What is CNN? A 5-Year-Old Guide to Convolutional Neural Network

16 Jul, 2020

Originally published on Medium.

Image 2: A kid who was trying to learn CNN looks a bit confused

A 5 year old kid trying to understand CNN

Okay, that title might be a little bit misleading, because let’s face it no 5 year old will try to find out what a Convolutional Neural Network 🤣. This guide is targeted for beginners in deep learning who want to learn more about Image Processing, but feels pressured when seeing papers and other writing that seems a little bit too hard to understand 😂.

A Gentle Introduction

Artificial Intelligence or AI is a monumental breakthrough that bridges the gap between what humans can do and what machine can do. One of many areas that was affected by the development of AI was Computer Vision. Those advancement created an algorithm for the Computer Vision domain that was known as Convolutional Neural Network or CNN for short.

CNNs, like neural networks, are made up of neurons with learnable weights and biases. Hummm, wait what are neural networks? Wasn’t this guide supposed to teach a 5 year old ?? 😢. Yes, I hate to break it to you, but to understand CNN, you have to know what a neural network is first. You can refer to this reference though 😁. Each neuron in CNN will receive several inputs, takes a weighted sum over them, passes it through an activation function and responds with an output. The whole network has a loss function and all the tips and tricks that we developed for neural networks still apply on CNNs. Okay, that’s enough of the hard part 😊.

So, CNN is basically a deep learning algorithm that can take images as its input and by some process of learning able to differentiate one image from another. This result could be achieved by changing the parameters (learnable weights and biases) of the model itself.
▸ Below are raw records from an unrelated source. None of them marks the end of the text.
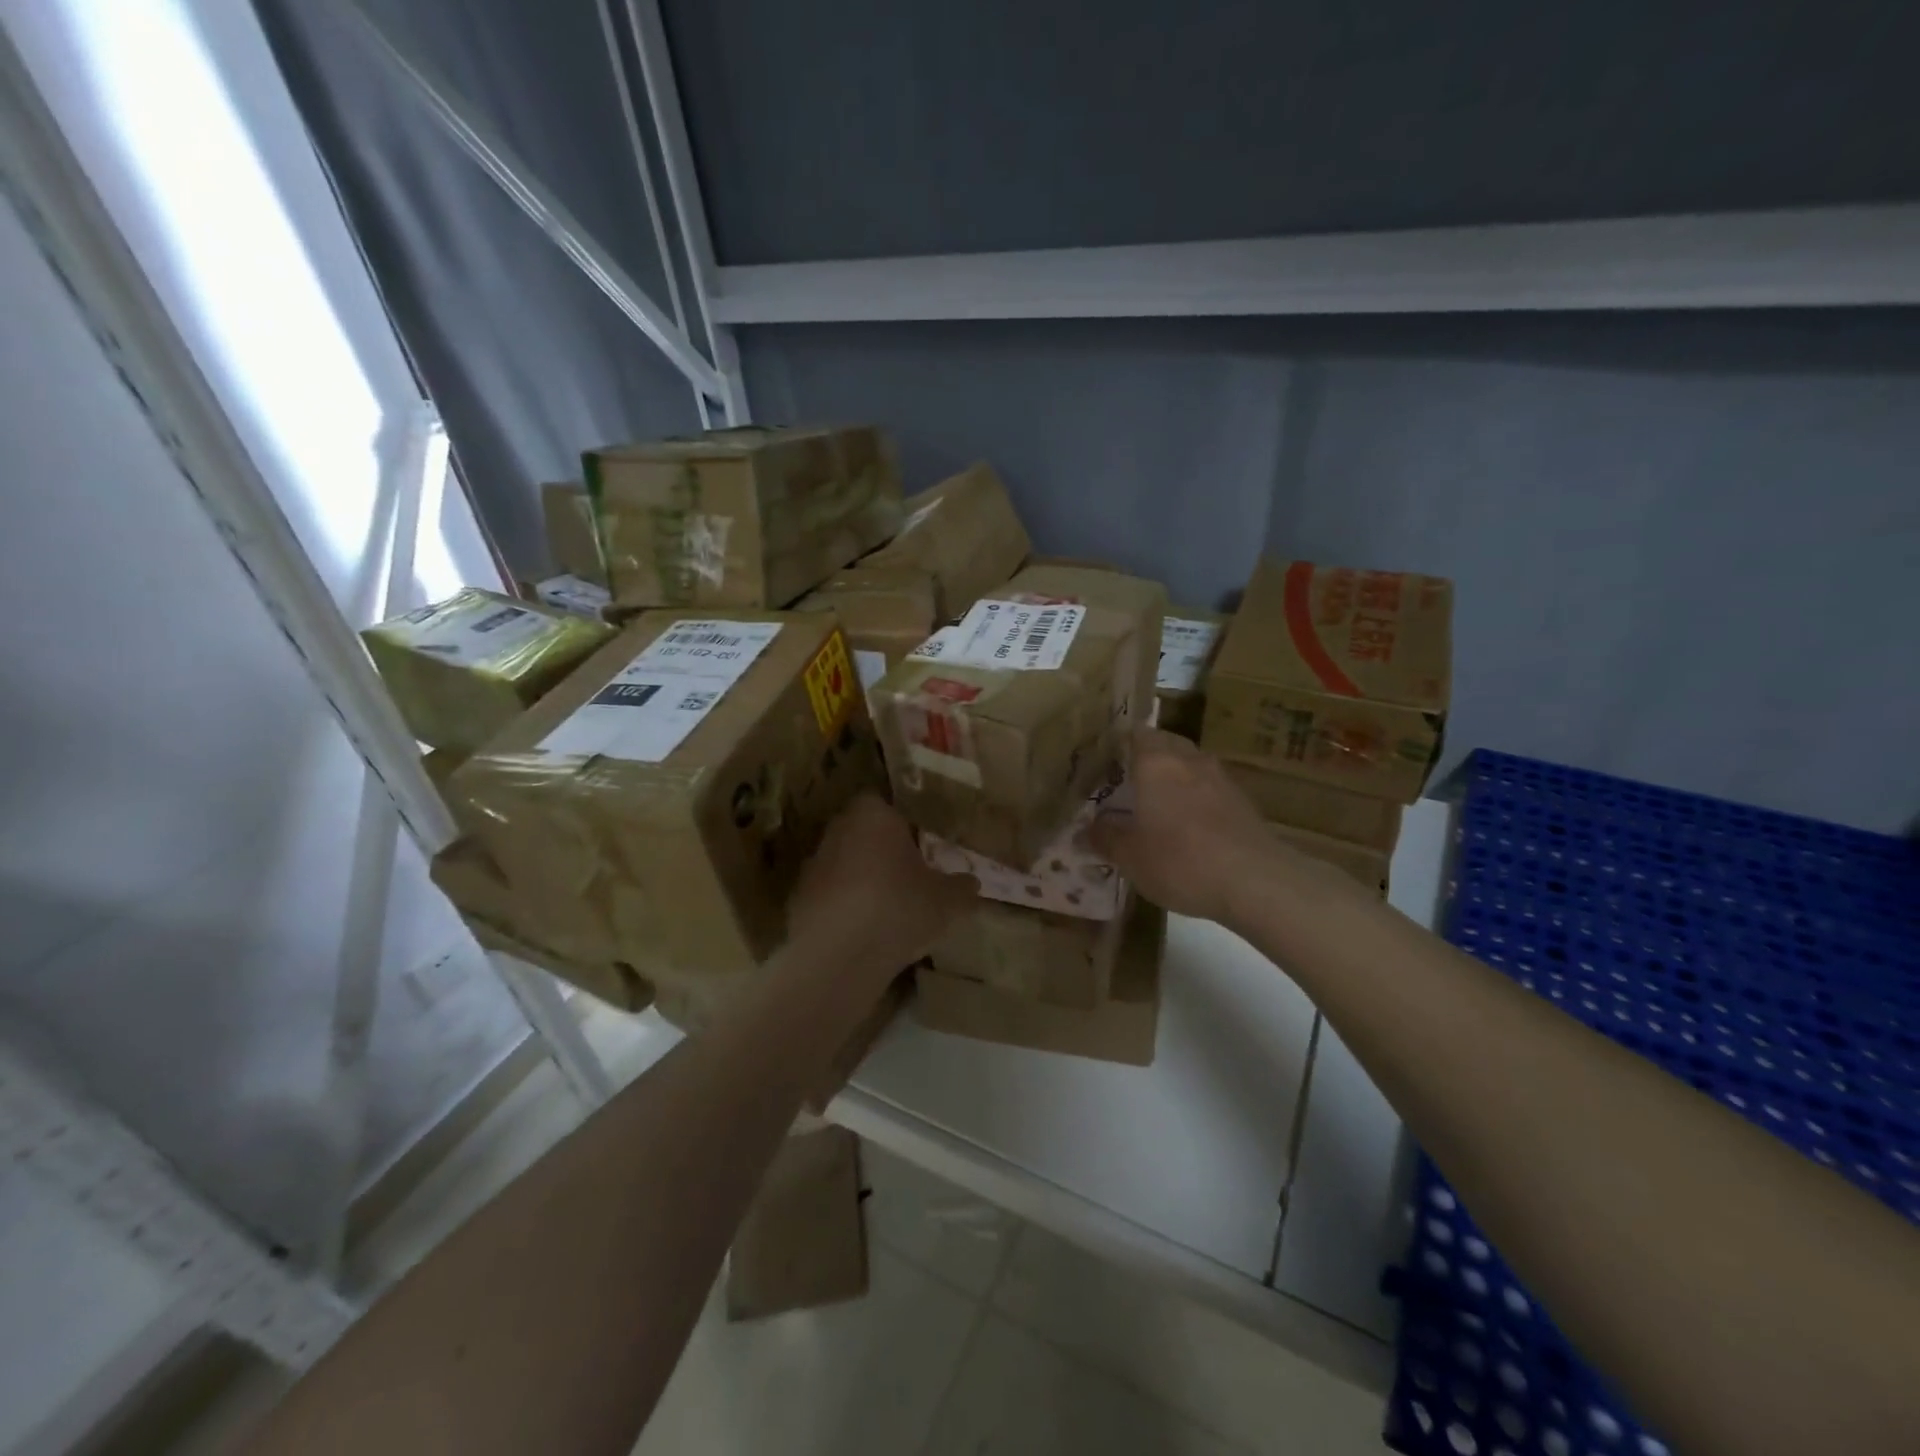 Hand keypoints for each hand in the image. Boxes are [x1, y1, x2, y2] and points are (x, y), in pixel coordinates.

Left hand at [786, 794, 978, 984]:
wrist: (839, 955)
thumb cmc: (899, 908)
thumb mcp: (948, 901)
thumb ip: (962, 887)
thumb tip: (971, 883)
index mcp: (873, 815)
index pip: (884, 804)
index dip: (902, 824)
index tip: (919, 846)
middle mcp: (838, 830)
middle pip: (862, 833)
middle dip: (881, 851)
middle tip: (907, 876)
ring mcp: (813, 864)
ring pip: (844, 864)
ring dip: (860, 880)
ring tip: (886, 910)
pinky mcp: (798, 899)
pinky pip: (829, 896)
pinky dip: (843, 909)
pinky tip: (862, 933)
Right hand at [1088, 730, 1289, 926]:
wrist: (1255, 881)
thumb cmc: (1180, 861)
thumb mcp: (1130, 857)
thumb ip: (1105, 838)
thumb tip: (1086, 830)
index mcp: (1155, 763)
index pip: (1135, 733)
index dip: (1119, 742)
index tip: (1104, 758)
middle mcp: (1189, 760)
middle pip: (1165, 744)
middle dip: (1147, 757)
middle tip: (1127, 780)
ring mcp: (1221, 778)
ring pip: (1191, 765)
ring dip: (1175, 776)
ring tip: (1158, 802)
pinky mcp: (1243, 801)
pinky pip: (1210, 788)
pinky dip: (1197, 798)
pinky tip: (1190, 825) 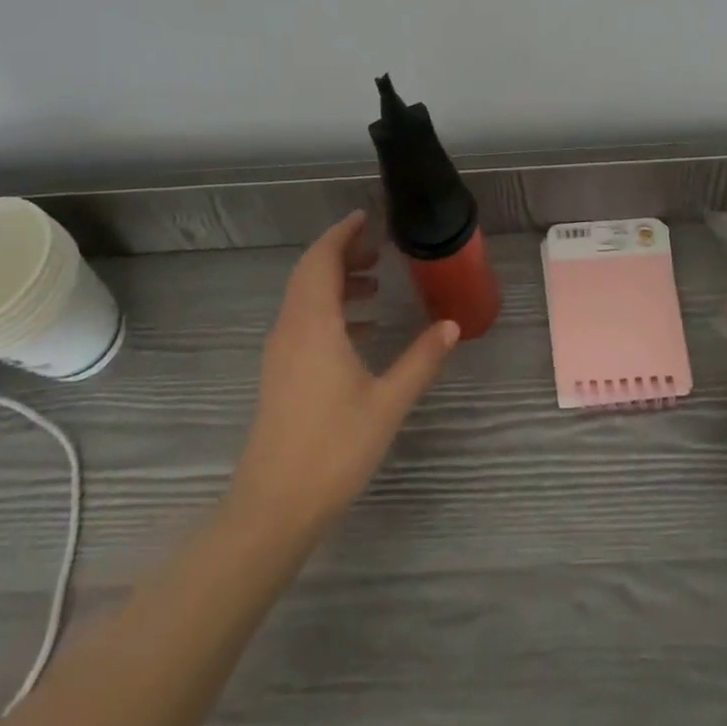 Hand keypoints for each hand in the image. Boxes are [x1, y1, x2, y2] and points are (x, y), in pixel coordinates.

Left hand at [229, 211, 459, 535]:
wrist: (274, 507)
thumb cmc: (333, 448)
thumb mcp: (387, 402)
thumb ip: (421, 359)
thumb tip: (452, 325)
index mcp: (313, 324)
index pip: (321, 259)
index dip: (342, 233)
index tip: (367, 218)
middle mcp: (291, 328)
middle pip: (310, 273)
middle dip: (342, 253)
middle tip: (379, 248)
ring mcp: (281, 352)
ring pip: (305, 298)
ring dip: (336, 282)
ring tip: (375, 285)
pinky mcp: (280, 374)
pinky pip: (304, 322)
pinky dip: (331, 311)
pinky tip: (362, 330) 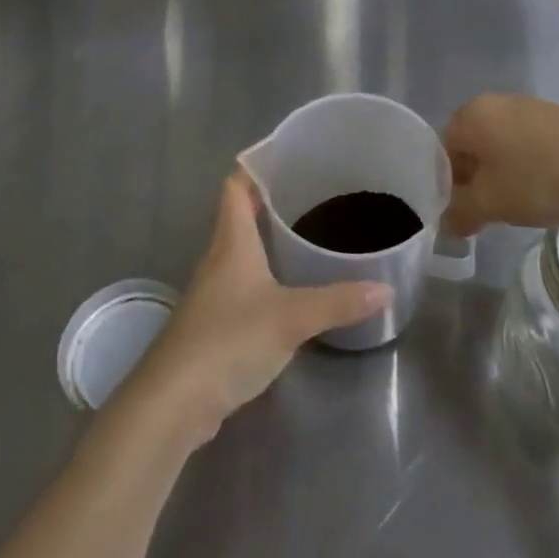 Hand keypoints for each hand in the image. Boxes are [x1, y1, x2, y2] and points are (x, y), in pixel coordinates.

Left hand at [123, 172, 390, 447]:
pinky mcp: (215, 325)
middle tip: (312, 193)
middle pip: (240, 216)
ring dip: (267, 240)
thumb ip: (338, 302)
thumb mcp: (291, 318)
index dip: (255, 166)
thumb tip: (385, 289)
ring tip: (307, 234)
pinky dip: (265, 277)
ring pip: (242, 252)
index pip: (236, 187)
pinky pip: (243, 285)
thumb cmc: (229, 340)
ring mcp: (213, 294)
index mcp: (232, 242)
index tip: (286, 155)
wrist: (173, 402)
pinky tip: (290, 288)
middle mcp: (219, 259)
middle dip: (270, 201)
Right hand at [442, 94, 558, 234]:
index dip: (448, 186)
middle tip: (489, 213)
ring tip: (520, 206)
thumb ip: (458, 213)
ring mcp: (531, 108)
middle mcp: (497, 102)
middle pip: (471, 147)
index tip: (464, 214)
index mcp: (472, 113)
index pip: (442, 151)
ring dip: (502, 177)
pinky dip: (528, 168)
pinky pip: (528, 145)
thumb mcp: (490, 204)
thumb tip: (446, 222)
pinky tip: (546, 192)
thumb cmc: (540, 181)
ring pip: (501, 147)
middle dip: (475, 181)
Representation of CNN Architecture

What makes CNN stand out from other classification techniques for classification of images is the total number of pre-processing required for the CNN / ConvNet is much lower as compared to other classification algorithms. Fun fact, the architecture of CNN and the majority of neural networks itself are really similar to the connectivity pattern inside of human brains and was inspired by the Visual Cortex of humans itself.

A few concept about CNN

Okay, if you are still reading this post till this section, you may realize that I was lying to you guys about a guide for a 5 year old 🤣. Truthfully, this post was made for beginners who are scared to learn about CNN and neural networks (not for 5 year olds). Understanding a few concepts about CNN may also open your eyes about how fascinating this neural network is. So without further ado, brace yourself for the concept needed to truly understand CNN 😉

CNN Layer for classification

Image as an input

An image is a matrix of matrix value that indicates the pixel value for the image. One of the main reasons CNN is really good with classification based on image was because CNN is able to capture the Spatial and Temporal dependencies in an image through the application of relevant filters. Remember, the role of the CNN is to reduce the image into a form that is simpler for the algorithm to process, while still retaining the information of the images. Because of this, CNN takes less time to process images than other algorithms, making it one of the best algorithms to use when trying to tackle image problems.

Convolutional Layer

A convolutional layer is a filter (or kernel) in which is an integral component of the layered architecture of the CNN itself. Generally, it refers to the operation applied to the entirety of the inputs (in our case, the image) such that it transforms the information encoded in the pixels into much smaller details. In practice, a kernel is just a smaller-sized matrix from the input size matrix, that consist of real valued entries. Some people say that a picture is worth more than a thousand lectures. So here the representation of the convolutional layer and how it makes information smaller for the neural network to process later on, while still keeping all of the information.

Convolution Process

The Kernel shifts 9 times because of Stride Length = 1 (Non-Strided), every time performing a matrix multiplication operation between K and the portion P of the image over which the kernel is hovering. Remember, this operation only applies on images with 1 (one) channel like grayscale images. In case of images that have multiple channel (like RGB images), Matrix Multiplication is performed between Kn and In stack ([K1, I1]; [K2, I2]; [K3, I3]) and all the results are summed with the bias to give us a squashed one-depth channel Convoluted Feature Output.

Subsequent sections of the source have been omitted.